Like any good teacher, the building would have to be accessible to all students, he said.
“The idea was that this could be a gateway point to the university,” he said. “This would be a gateway, and simultaneously, a building with identity appropriate for a school of design and planning.”
Though Pearl Hall was created to meet historical qualities expected by the University it was not built to imitate buildings like Ortega or Scholes, Schluntz said. Pearl Hall was made to be different and to encourage the creativity of the students, faculty and staff who use it.
“The essence is really the power of design to support and improve expected human functions,” he said. “The building responds to how we teach and how students learn. How staff and faculty work together.”
Students work to get assignments in on time but more than learning about the mechanics of a building a student should learn the mechanics of a place, Predock said.
Students, like Flynn, who have made Pearl Hall their second home work to get their assignments in on time and pass their classes. But Predock said he hopes they leave the school of architecture and planning with something else.

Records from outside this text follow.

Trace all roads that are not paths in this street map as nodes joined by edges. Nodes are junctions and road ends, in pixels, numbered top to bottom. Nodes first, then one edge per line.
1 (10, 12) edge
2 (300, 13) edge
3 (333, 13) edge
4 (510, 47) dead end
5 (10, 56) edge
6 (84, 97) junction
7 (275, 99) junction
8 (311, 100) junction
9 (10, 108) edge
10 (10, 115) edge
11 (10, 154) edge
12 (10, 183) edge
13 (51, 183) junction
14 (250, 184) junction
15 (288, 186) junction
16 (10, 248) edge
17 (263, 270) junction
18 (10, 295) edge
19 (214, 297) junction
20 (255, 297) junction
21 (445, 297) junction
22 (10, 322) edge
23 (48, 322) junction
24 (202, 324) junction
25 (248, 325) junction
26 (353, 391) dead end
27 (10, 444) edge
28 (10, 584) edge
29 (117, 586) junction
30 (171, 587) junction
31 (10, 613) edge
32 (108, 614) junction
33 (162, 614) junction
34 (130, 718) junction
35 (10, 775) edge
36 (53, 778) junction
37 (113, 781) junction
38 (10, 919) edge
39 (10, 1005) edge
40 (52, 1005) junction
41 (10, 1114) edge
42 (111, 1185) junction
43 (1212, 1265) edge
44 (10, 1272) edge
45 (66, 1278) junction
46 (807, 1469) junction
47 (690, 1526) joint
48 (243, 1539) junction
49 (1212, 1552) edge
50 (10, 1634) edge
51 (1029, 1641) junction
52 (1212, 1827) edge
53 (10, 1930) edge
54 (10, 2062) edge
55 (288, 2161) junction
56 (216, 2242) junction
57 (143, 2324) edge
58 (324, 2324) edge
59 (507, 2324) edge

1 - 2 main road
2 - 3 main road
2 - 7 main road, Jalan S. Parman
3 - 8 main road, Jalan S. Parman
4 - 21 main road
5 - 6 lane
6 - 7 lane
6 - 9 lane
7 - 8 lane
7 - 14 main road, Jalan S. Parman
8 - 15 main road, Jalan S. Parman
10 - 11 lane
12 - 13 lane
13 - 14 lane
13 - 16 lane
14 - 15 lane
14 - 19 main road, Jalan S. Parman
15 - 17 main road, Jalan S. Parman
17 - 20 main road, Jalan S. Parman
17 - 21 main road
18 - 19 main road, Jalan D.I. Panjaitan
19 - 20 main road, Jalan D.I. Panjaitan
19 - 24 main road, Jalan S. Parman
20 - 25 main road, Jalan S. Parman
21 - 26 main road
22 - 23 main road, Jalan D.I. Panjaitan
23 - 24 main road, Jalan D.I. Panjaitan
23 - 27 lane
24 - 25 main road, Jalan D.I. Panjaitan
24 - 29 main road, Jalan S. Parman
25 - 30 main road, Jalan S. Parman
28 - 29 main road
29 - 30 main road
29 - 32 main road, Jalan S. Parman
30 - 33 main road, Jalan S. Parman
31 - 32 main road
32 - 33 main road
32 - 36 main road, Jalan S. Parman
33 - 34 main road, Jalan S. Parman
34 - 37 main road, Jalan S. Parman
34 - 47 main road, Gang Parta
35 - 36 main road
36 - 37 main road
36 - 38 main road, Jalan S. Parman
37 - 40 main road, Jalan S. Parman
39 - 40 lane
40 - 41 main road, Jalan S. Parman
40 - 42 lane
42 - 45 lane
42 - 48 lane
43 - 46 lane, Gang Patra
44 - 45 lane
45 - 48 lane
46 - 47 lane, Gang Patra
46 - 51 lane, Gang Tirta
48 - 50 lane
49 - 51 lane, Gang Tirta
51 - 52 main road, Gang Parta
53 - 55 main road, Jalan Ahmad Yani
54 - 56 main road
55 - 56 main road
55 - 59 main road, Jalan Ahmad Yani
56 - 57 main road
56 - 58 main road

He said an architect’s first responsibility is to enhance the area where they build their creation. Predock said students should view their roles as designers as a way to better a community by enhancing its landscape.
“Globalization is like a buzzword, but with architecture, what globalization generally does is transplant a western model to a third-world country. I think that is so dead wrong,” he said. “It is key that architects first honor the place and honor the people and not just bring some building and plop it down not using architecture to enrich life.”